# Agent Security

Pulse agents incorporate several security mechanisms to ensure that the code running on your infrastructure is authentic and untampered with.

## Self-Update Security

The agent's self-update mechanism is critical for security and stability. To prevent supply chain attacks or compromised update servers from distributing malicious or broken agents, Pulse employs a rigorous verification process.

### 1. Checksum Verification
The agent verifies a SHA-256 checksum of the downloaded binary. The server must provide
`X-Checksum-Sha256`; updates are rejected if the header is missing or mismatched.

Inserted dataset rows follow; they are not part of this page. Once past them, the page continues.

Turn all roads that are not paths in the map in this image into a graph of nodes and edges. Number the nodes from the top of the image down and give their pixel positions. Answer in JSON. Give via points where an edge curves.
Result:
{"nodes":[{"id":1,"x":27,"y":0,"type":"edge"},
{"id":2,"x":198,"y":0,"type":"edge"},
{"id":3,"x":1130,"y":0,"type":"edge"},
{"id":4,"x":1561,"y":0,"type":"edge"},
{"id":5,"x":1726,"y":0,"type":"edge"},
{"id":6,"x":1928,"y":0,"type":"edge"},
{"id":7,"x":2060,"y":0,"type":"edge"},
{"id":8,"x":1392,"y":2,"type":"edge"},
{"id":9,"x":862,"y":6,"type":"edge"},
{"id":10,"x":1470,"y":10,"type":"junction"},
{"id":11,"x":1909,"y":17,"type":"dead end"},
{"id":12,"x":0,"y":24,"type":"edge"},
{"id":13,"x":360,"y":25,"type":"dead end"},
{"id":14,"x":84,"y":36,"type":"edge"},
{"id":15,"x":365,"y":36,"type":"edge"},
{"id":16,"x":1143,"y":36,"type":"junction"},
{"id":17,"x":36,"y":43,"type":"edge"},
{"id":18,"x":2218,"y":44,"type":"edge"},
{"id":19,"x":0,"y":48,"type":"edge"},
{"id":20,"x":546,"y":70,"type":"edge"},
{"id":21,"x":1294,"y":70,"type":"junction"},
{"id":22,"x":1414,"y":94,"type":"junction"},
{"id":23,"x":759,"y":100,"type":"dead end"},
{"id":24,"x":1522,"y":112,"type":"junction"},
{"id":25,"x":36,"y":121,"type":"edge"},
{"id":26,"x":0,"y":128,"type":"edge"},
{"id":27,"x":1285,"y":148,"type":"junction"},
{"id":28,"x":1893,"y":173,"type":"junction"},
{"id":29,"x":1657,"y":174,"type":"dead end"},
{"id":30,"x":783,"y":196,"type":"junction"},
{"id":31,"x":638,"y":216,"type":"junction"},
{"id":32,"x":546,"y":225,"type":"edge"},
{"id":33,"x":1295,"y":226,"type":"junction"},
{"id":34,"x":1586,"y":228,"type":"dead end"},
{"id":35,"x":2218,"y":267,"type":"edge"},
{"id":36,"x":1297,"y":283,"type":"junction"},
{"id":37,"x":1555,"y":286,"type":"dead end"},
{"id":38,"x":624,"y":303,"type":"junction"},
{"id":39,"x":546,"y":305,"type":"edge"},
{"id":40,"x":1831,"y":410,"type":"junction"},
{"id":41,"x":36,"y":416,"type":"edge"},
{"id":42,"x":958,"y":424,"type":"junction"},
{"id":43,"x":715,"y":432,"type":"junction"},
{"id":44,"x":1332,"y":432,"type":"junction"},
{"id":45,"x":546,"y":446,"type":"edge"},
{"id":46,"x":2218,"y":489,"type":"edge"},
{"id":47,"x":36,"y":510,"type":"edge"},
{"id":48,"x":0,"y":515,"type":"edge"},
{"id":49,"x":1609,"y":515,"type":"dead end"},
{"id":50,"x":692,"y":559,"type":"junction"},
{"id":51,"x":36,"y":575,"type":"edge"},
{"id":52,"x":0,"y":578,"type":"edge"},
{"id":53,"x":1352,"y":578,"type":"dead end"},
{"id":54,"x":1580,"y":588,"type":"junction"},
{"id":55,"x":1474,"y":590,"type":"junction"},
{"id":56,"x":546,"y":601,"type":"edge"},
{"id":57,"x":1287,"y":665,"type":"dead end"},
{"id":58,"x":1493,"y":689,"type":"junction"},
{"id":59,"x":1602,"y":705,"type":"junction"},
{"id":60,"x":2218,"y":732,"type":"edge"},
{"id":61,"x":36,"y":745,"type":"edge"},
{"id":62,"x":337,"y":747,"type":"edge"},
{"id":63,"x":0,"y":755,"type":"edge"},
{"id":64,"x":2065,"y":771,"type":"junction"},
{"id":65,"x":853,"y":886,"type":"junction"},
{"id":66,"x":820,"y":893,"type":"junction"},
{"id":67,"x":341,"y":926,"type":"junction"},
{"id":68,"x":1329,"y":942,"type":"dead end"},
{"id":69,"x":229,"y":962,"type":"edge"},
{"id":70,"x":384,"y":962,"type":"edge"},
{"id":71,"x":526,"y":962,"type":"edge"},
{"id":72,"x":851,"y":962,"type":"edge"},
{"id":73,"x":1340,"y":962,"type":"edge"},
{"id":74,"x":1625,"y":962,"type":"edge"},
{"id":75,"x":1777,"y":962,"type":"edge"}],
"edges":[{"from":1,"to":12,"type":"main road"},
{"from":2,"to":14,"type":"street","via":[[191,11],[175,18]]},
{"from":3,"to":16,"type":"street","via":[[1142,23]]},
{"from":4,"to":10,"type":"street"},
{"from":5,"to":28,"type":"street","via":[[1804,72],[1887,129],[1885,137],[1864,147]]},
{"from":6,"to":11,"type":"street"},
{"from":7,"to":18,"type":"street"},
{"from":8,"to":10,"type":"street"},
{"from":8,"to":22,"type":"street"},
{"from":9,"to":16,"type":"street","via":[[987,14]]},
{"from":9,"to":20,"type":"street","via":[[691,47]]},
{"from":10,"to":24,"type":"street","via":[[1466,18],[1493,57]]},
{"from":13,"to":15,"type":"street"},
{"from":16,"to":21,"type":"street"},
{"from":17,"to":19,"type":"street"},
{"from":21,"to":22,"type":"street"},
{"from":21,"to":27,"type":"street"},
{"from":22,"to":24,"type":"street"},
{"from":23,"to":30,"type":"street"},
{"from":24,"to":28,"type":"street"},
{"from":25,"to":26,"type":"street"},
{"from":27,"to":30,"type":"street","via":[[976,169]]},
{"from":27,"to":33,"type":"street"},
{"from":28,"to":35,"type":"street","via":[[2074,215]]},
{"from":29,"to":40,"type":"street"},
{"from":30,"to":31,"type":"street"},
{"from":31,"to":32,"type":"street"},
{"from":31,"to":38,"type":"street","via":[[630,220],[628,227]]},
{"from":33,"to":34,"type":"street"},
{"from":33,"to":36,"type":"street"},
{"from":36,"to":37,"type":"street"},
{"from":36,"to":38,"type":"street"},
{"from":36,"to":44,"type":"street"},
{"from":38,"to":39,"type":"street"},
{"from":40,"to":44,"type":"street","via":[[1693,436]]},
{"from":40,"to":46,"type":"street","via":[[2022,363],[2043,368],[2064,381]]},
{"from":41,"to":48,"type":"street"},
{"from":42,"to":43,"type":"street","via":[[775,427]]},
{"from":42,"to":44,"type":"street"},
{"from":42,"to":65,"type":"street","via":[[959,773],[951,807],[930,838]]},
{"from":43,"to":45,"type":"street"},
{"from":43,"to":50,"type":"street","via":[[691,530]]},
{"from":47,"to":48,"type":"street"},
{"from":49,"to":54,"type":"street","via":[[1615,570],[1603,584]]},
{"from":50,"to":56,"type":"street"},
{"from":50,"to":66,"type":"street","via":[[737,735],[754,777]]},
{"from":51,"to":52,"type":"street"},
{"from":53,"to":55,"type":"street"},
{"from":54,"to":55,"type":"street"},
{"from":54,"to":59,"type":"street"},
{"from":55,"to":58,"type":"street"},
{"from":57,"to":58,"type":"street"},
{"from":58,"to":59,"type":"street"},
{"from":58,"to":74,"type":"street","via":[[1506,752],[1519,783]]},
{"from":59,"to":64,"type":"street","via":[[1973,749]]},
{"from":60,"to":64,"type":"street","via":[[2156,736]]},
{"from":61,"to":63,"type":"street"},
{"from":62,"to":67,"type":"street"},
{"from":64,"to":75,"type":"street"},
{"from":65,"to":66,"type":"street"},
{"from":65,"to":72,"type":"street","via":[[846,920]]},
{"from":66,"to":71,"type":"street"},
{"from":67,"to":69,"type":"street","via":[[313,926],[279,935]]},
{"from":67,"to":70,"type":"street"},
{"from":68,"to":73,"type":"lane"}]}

### 2. Signature Verification (Optional)
The legacy Docker agent supports optional Ed25519 signature verification when the server provides `X-Signature-Ed25519`. The unified agent relies on checksum verification only. Missing signatures are logged as a warning where supported.

### 3. Pre-Flight Checks
To prevent "brick-updates"—bad updates that crash immediately and require manual recovery—agents perform pre-flight validation before replacing the running executable.

Unified agent (`pulse-agent`):
1. Download new binary.
2. Verify checksum (required).
3. Validate binary magic (ELF/Mach-O/PE) and size limits (100MB max).
4. Make executable and swap atomically.

Legacy Docker agent (`pulse-docker-agent`):
1. Download new binary.
2. Verify checksum (required).
3. Make executable.
4. **Execute with `--self-test`** to validate startup.
5. If the self-test fails, the update is aborted.

## API Security

- **Token Authentication**: All agent-to-server communication requires a valid API token.
- **TLS**: Encrypted by default (unless specifically disabled).